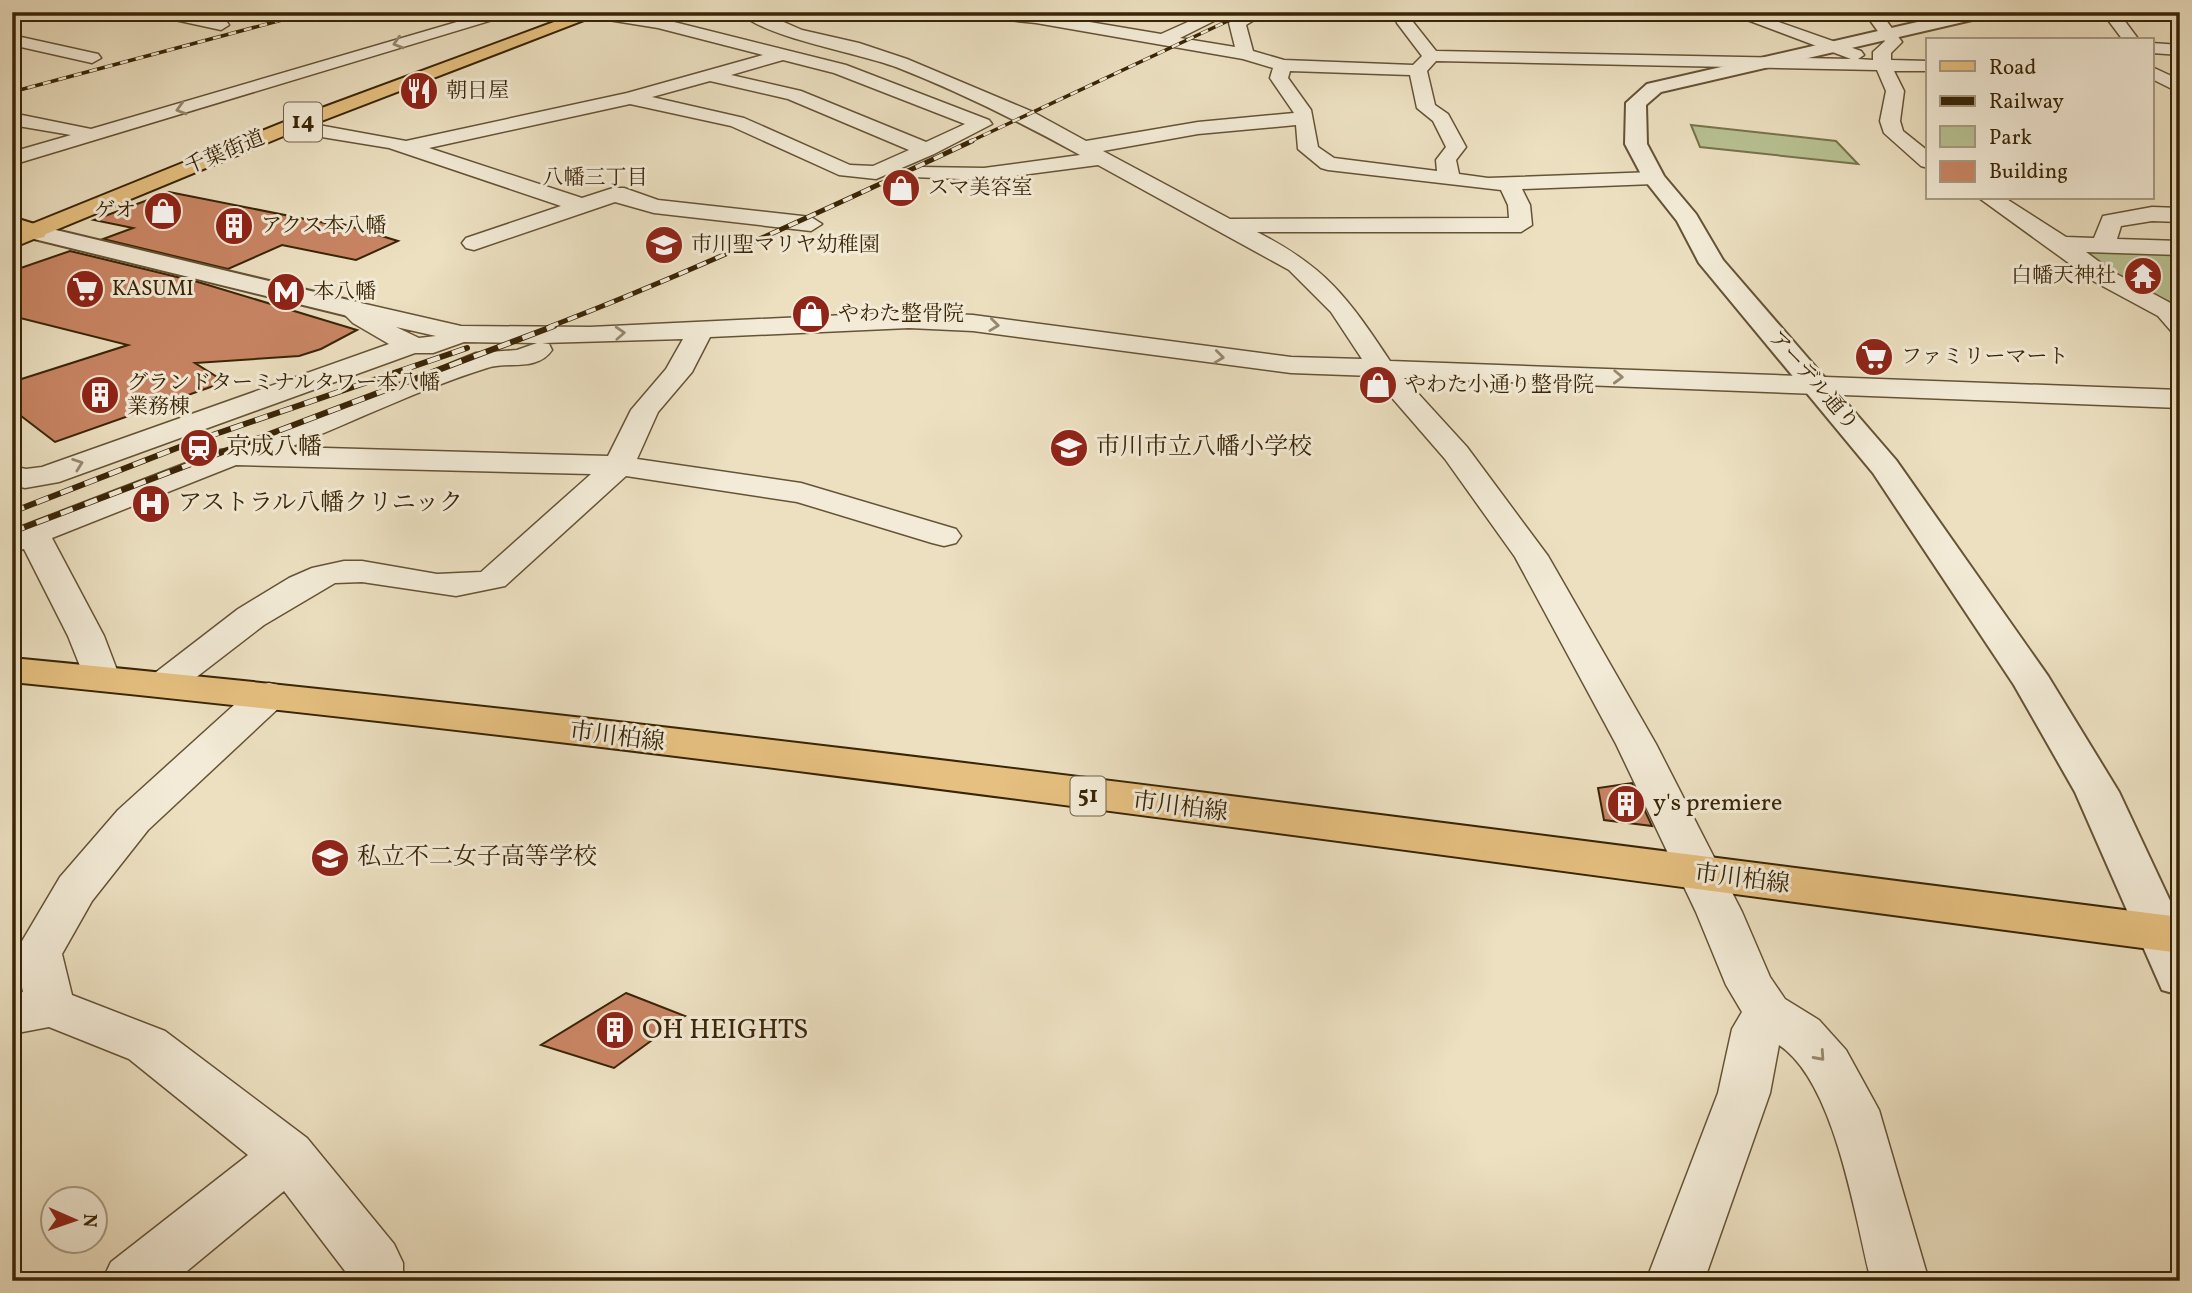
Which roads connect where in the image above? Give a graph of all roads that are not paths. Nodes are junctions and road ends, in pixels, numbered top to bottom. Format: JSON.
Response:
────────
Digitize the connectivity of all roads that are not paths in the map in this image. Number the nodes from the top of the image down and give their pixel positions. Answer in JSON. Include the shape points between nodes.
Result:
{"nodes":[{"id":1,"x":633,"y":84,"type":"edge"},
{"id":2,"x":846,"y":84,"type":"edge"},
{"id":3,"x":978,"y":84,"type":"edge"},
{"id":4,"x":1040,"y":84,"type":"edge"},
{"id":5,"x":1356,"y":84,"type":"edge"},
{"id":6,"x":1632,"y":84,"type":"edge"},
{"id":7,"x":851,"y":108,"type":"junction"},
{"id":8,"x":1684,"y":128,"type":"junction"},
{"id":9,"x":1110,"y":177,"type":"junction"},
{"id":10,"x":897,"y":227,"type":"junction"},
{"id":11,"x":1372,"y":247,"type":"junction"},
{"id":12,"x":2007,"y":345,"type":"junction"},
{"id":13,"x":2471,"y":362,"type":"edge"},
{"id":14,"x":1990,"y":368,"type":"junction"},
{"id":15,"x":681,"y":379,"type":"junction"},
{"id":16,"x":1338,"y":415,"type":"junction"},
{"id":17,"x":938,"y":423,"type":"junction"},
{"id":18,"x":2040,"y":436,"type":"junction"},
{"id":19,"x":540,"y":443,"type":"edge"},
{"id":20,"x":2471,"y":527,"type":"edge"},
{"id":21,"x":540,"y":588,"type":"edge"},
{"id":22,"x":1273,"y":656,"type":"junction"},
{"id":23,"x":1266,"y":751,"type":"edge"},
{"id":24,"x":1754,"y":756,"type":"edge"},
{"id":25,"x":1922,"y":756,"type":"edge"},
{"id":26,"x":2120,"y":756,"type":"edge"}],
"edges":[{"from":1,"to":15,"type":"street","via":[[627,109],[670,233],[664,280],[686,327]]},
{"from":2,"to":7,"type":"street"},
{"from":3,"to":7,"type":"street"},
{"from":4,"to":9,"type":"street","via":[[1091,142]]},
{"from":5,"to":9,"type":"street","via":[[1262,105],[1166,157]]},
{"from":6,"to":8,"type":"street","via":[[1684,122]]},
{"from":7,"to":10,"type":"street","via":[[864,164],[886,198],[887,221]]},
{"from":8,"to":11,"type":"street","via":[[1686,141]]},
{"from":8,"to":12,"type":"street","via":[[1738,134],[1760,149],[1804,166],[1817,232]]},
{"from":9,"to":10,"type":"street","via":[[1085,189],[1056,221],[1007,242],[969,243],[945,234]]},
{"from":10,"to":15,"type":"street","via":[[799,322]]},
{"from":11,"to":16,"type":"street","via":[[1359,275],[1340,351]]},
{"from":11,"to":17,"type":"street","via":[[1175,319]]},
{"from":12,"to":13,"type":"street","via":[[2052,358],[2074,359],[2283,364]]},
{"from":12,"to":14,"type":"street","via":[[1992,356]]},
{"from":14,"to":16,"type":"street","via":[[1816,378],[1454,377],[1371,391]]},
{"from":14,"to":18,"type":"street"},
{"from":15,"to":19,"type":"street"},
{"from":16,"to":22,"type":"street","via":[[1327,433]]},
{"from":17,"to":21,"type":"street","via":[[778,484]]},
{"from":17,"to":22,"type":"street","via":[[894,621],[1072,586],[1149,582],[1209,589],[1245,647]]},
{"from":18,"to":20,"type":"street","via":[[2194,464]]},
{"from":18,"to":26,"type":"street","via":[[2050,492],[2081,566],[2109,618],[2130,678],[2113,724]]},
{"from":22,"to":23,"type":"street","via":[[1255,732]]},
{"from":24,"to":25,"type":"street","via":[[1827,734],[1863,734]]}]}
────────
**Task details**
Lines with the word "that" in them: report all of these from the listing above.

**Response**
Which roads connect where in the image above? Give a graph of all roads that are not paths. Nodes are junctions and road ends, in pixels, numbered top to bottom. Format: JSON.
Digitize the connectivity of all roads that are not paths in the map in this image. Number the nodes from the top of the image down and give their pixel positions. Answer in JSON. Include the shape points between nodes.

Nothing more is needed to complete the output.